Frequency: Once per computer

Scope: All computers - Specific Users

1 ACCEPTED SOLUTION

talkingmoose
Moderator
Moderator

Policies themselves have no idea what’s running in the scripts attached to them. The best they can report is “Successful” or “Failed”.

If you want detail from the script, add echo statements that report the status of the lines doing something. Echo statements will be fed back into the policy’s log.

I talked about this briefly during my JNUC 2022 Presentation. Here’s the relevant part:

https://youtu.be/kRW4CtlCyWw?t=1404

But lik @Stev and @TrentO, it really does sound like one of your policies getting called by the main policy is rebooting the computer and preventing it from reporting a success or failure. I think you may be able to add something like this to spin off the reboot process and allow the policy to quit. (Untested.)
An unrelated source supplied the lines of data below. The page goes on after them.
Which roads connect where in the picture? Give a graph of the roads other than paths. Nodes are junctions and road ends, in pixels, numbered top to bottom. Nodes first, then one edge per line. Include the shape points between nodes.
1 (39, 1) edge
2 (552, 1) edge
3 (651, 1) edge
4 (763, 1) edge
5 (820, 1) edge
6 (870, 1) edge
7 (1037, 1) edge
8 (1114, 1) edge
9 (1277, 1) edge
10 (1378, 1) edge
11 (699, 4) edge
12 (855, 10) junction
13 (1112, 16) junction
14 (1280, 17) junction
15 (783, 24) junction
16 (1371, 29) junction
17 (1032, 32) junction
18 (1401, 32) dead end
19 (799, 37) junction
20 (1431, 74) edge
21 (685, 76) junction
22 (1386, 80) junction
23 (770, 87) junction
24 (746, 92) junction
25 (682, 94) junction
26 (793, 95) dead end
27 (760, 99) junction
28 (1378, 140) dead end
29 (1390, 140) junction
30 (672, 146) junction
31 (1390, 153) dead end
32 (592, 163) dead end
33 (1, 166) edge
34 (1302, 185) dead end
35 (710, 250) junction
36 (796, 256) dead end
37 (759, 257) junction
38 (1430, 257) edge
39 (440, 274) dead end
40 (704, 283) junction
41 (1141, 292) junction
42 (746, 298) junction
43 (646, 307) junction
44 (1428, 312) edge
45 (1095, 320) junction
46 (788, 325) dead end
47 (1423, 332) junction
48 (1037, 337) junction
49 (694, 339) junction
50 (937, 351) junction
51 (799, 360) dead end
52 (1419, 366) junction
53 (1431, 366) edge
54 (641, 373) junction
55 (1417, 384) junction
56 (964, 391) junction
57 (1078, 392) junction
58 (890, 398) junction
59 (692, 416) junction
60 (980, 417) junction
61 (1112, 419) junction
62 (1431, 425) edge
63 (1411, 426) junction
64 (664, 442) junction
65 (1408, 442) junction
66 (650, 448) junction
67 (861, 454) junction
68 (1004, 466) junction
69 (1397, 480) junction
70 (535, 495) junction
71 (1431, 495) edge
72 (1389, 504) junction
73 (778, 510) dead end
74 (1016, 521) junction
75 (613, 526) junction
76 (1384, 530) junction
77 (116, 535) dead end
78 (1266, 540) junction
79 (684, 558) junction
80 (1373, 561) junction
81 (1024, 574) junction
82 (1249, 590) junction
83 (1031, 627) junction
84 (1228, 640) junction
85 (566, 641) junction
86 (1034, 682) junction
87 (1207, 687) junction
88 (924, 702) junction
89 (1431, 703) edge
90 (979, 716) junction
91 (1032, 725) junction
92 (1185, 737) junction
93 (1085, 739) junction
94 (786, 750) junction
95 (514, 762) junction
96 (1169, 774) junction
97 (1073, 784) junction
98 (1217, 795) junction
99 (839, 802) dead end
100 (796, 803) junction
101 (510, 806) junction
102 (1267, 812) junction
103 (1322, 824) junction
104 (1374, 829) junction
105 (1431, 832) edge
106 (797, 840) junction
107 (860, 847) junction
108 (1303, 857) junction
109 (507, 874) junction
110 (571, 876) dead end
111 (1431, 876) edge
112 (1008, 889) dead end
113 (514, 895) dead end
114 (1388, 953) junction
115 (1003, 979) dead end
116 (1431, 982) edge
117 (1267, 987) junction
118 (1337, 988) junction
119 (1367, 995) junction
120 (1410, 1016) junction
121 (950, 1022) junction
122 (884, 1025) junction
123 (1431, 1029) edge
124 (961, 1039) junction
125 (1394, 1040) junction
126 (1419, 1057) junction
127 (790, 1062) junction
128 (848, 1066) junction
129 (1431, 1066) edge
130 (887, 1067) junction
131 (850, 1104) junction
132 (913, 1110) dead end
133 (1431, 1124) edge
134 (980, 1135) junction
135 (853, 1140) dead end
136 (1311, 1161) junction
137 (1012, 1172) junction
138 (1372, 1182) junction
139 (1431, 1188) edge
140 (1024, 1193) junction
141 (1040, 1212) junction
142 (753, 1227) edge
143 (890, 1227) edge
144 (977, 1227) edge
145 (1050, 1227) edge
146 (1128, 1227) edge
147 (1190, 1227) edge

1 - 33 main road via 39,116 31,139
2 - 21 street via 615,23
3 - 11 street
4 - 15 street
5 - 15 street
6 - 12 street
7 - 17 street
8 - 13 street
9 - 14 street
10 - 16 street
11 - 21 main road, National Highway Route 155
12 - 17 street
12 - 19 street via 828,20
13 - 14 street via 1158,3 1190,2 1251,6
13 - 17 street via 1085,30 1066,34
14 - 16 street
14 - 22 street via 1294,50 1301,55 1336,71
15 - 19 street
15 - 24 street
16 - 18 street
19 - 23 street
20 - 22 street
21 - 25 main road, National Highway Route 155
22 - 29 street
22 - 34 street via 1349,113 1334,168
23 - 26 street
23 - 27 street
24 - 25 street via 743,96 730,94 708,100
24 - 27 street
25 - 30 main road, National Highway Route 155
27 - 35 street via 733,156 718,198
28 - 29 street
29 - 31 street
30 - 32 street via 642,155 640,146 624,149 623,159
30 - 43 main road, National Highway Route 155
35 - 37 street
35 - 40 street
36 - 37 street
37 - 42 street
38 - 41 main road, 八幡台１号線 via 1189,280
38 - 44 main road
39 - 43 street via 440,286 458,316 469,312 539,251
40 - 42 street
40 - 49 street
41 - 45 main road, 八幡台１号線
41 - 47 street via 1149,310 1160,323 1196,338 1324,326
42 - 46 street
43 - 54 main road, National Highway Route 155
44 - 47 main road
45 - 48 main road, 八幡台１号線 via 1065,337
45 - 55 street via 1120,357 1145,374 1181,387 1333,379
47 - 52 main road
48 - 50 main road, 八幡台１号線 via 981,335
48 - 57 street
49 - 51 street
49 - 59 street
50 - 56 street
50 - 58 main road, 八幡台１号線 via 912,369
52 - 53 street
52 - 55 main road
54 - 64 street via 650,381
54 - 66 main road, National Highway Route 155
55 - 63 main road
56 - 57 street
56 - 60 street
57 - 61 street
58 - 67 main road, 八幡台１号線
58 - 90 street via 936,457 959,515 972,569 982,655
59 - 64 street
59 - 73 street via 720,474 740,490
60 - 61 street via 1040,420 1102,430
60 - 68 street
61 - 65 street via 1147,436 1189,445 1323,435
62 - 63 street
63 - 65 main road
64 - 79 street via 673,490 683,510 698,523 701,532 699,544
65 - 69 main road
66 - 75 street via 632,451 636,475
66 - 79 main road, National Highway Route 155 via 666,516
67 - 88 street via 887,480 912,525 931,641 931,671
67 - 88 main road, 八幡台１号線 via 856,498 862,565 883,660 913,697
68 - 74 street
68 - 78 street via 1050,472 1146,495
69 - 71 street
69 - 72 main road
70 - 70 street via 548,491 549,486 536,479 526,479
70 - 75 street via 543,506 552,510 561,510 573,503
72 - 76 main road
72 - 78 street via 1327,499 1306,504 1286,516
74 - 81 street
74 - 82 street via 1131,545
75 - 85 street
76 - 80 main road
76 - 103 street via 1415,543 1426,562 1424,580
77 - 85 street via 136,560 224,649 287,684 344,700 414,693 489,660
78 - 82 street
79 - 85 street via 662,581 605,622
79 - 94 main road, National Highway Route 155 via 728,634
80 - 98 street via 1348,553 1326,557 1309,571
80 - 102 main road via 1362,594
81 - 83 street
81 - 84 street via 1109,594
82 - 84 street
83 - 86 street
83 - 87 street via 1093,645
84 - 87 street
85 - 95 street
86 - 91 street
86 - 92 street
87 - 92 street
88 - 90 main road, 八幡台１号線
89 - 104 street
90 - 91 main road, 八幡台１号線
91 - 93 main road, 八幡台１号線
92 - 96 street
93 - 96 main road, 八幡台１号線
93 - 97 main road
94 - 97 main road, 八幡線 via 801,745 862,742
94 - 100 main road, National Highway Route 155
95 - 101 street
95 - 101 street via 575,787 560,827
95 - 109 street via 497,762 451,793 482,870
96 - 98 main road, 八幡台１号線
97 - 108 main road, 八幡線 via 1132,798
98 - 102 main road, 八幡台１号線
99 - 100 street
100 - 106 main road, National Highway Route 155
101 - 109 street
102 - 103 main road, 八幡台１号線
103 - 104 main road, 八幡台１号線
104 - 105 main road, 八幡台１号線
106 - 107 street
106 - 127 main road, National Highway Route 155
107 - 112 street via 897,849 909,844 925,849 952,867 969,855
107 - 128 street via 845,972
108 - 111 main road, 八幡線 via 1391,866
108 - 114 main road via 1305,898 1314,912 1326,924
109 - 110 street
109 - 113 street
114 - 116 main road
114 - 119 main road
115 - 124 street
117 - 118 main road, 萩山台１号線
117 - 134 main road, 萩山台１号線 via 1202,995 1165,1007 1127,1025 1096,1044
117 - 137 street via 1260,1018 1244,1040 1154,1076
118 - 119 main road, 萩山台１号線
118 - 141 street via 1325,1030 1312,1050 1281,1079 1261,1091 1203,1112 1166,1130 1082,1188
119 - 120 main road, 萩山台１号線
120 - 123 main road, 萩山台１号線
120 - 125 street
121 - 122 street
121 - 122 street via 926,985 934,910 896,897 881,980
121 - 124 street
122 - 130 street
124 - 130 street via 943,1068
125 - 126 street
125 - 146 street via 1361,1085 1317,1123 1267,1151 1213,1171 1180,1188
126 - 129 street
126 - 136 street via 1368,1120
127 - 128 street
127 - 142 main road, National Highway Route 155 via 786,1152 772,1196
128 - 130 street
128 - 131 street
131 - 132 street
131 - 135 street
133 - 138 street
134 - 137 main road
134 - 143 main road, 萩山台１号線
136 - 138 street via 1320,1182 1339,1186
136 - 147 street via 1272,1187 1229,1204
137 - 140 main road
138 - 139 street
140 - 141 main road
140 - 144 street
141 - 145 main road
/sbin/shutdown -r +1 & # restart in 1 minute

View solution in original post

5 REPLIES 5

stevewood
Honored Contributor II
Honored Contributor II

If you are rebooting the device from the script, then the script never completes and never signals to Jamf Pro that it is complete. So it would remain in a Pending state with no logs.

If you want to reboot the device, I would suggest using the restart functionality in the Policy.

I agree with @stevewood. This is most likely the case, or at least something causing the script to not return. If you are rebooting, make sure you use the Policy payload for that rather than calling it in the script. 

talkingmoose
Moderator
Moderator

Policies themselves have no idea what’s running in the scripts attached to them. The best they can report is “Successful” or “Failed”.

If you want detail from the script, add echo statements that report the status of the lines doing something. Echo statements will be fed back into the policy’s log.

I talked about this briefly during my JNUC 2022 Presentation. Here’s the relevant part:

https://youtu.be/kRW4CtlCyWw?t=1404

But lik @Stev and @TrentO, it really does sound like one of your policies getting called by the main policy is rebooting the computer and preventing it from reporting a success or failure. I think you may be able to add something like this to spin off the reboot process and allow the policy to quit. (Untested.)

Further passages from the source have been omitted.